Thursday night on All In with Chris Hayes: Russian President Vladimir Putin wrote an op-ed published Wednesday in The New York Times to “speak directly to the American people and their political leaders” about the crisis in Syria. Putin made his case against potential United States involvement in Syria, arguing that the U.S. must follow international law and not take action without the approval of the United Nations Security Council. According to President Putin, Russia’s opposition to U.S. strikes is not about protecting the Syrian regime, but rather protecting the sanctity of international law. The Russian president also warned of an increase in violence, terrorism, and general instability in the region if President Obama carries out a military strike. Julia Ioffe, Senior Editor at The New Republic, will join the table to discuss Putin’s message.
Plus: Texas Senator Ted Cruz made waves Wednesday with his comments about former Senator Jesse Helms, known for his far-right political leanings. Senator Helms held racist and homophobic views, and filibustered the bill proposing that Martin Luther King, Jr.’s birthday become a national holiday. Cruz praised Helms, saying, “we need a hundred more like Jesse Helms in the U.S. Senate.” Former Republican National Committee Chair Michael Steele will join Chris to talk about Cruz’s controversial remarks.
Later, Chris will discuss Pope Francis’ actions pointing the Catholic Church in the direction of tolerance and compassion. The pope, elected earlier this year, has projected a public image as a man of the people, driving a used car around Vatican City, taking “selfies,” posting pictures to Instagram, and calling up people who write him letters. This week, Pope Francis expressed his views on atheists, implying in a letter to an Italian newspaper that those who do not belong to the church can still go to heaven if they are good people. The Vatican’s new secretary of state also opened the door to discussion within the Church about allowing priests to marry in an interview with a Venezuelan paper.

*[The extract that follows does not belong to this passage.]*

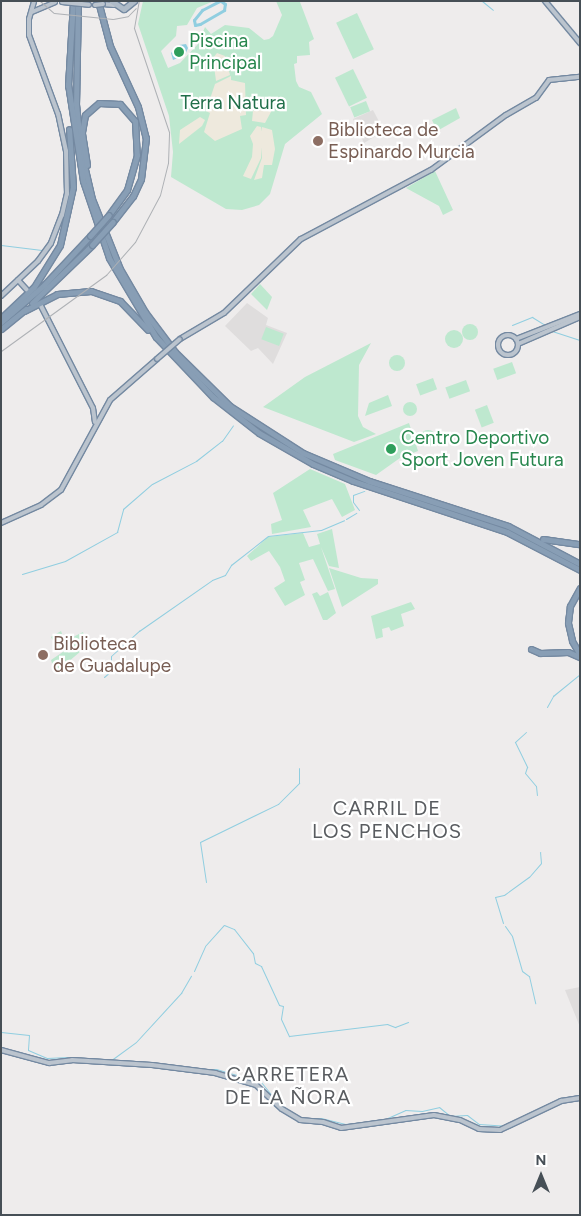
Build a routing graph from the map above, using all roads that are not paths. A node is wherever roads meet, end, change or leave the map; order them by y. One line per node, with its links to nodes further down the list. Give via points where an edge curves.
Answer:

Chris Hayes will also speak with Alexis Goldstein, former Wall Street professional and member of the Occupy Network, and Neil Barofsky, Former Special Inspector General in charge of oversight of TARP, as the fifth anniversary of the financial collapse approaches this weekend. Massachusetts Senator Elizabeth Warren spoke at George Washington University Thursday about lessons learned from the 2008 disaster. Also this week, the city of Richmond, California, advanced a plan to seize its residents’ underwater mortgages and help homeowners who got caught up in the housing crisis. Meanwhile, many of the Wall Street executives responsible for the financial crisis are still living large, according to a Center for Public Integrity investigation.